St. John the Baptist Catholic Church, La Crosse, WI

It was suggested that our Mystery church was St. James on the north side.  I knew this was not right per this pre-1950 photo.

St James the Less, cir. 1952
Now I failed to look closer at the address provided in the previous post but it is in the north half of the north side.  Likely in 1939 people lived close to their parish.  So the search continued on the north side.  Thanks to the history provided on St. James website, we find out that there was an ethnic-German parish which was shut down on the north side - St John the Baptist.  

St John the Baptist - La Crosse, WI
Of major importance in the history of St. James was the assimilation of some of the people from Our Lady of Lourdes Parish[oddly enough they combined a Maronite-rite parish with a Latin parish, perhaps some Romanization going on as sad as that is] and from St. John's Parish upon the closing of those two churches.

In 1876, North Side Catholics purchased a former public school building on St. James and Avon Streets[which is closer to the address of emailers grandparents than St James is] to use as their own school. The English and French speaking people sold their share in that building to the German speaking people when they built St. James Church in 1886. These Germans were members of St. Joseph's Cathedral, but overcrowded conditions there forced them to establish a church of their own. The lower floor of the school was renovated for a temporary church, and the first mass in the new St. John's Parish was held there in October 1887 (see photo at right).  [I checked and the grandparents were indeed from Germany and Austria]

St. John's Parish grew rapidly. A neighboring lot was purchased and the old church/school was placed on it to make room for the building of a new church on the corner site. The cornerstone was laid there in 1892, and the church was dedicated to St. John the Baptist on Passion Sunday, 1893. The first pastor was Rev. F. X.  Wilms.

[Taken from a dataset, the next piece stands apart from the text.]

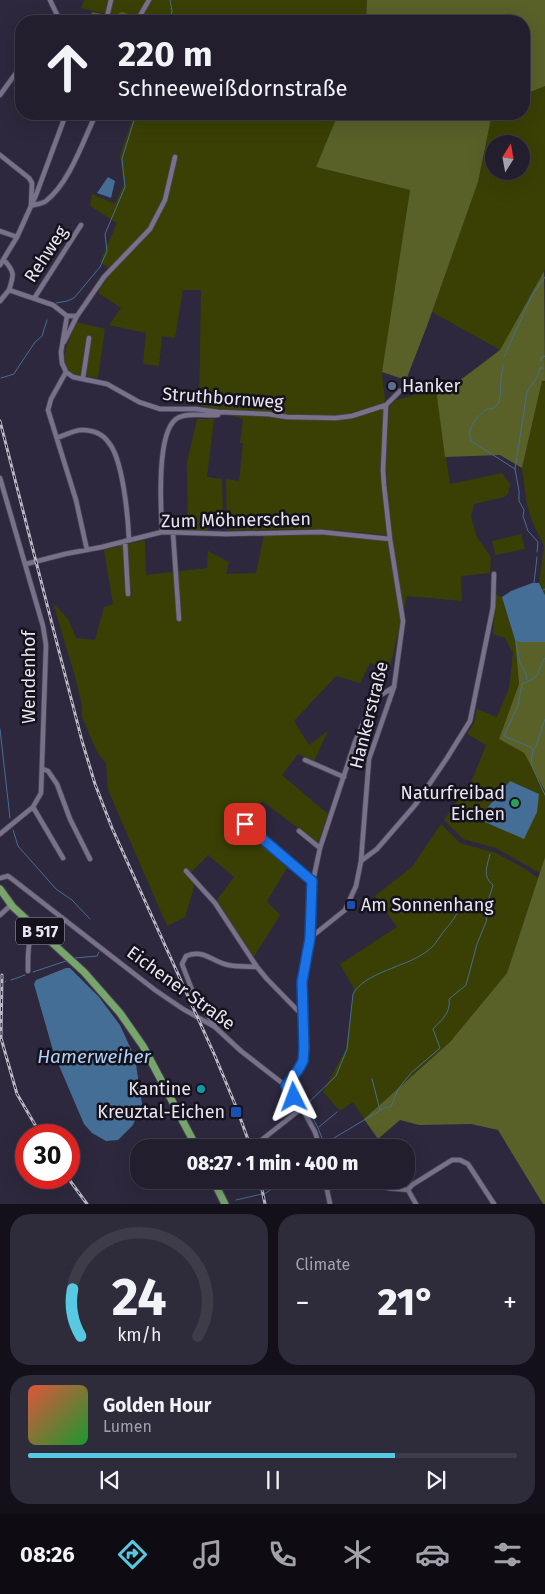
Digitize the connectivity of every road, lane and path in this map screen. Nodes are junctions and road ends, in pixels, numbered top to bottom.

In 1928, a new school with four classrooms was built east of the church.

The parishioners were energetic and developed deep spirituality. They celebrated their Golden Jubilee in 1938, and again held a large celebration in 1963 for their 75th Anniversary. In 1960, Bishop John Treacy had begun terminating the national parish status of La Crosse churches in order to establish them as territorial parishes with definite boundaries. The debts at St. John's had become an insurmountable burden, partly because of the loss of parishioners due to the closing of major factories. Since St. James and St. John's served practically the same territory, the schools were combined in 1966, and on the first Sunday of June, 1970, St. John's became part of St. James.
 Now I can't tell for sure but it looks like the center statue is St John the Baptist holding the Lamb of God.


So I'm 90% sure this is St John the Baptist(which makes me even more excited he sent the photo since I've never seen pictures of it).

Here's the full shot again if anyone can confirm.

2 comments:

Unknown said...

Yep. When Ben looked at it, he thought it was St. James also at first glance, but the ceiling is different. It just goes to show you that church architecture, along with Latin, used to be some of those tangible things that contributed to the general understanding that the Church is One.

Dad29 said...

FWIW, the reredos design is VERY Germanic. (Compare to St Anthony/Milwaukee, another German parish)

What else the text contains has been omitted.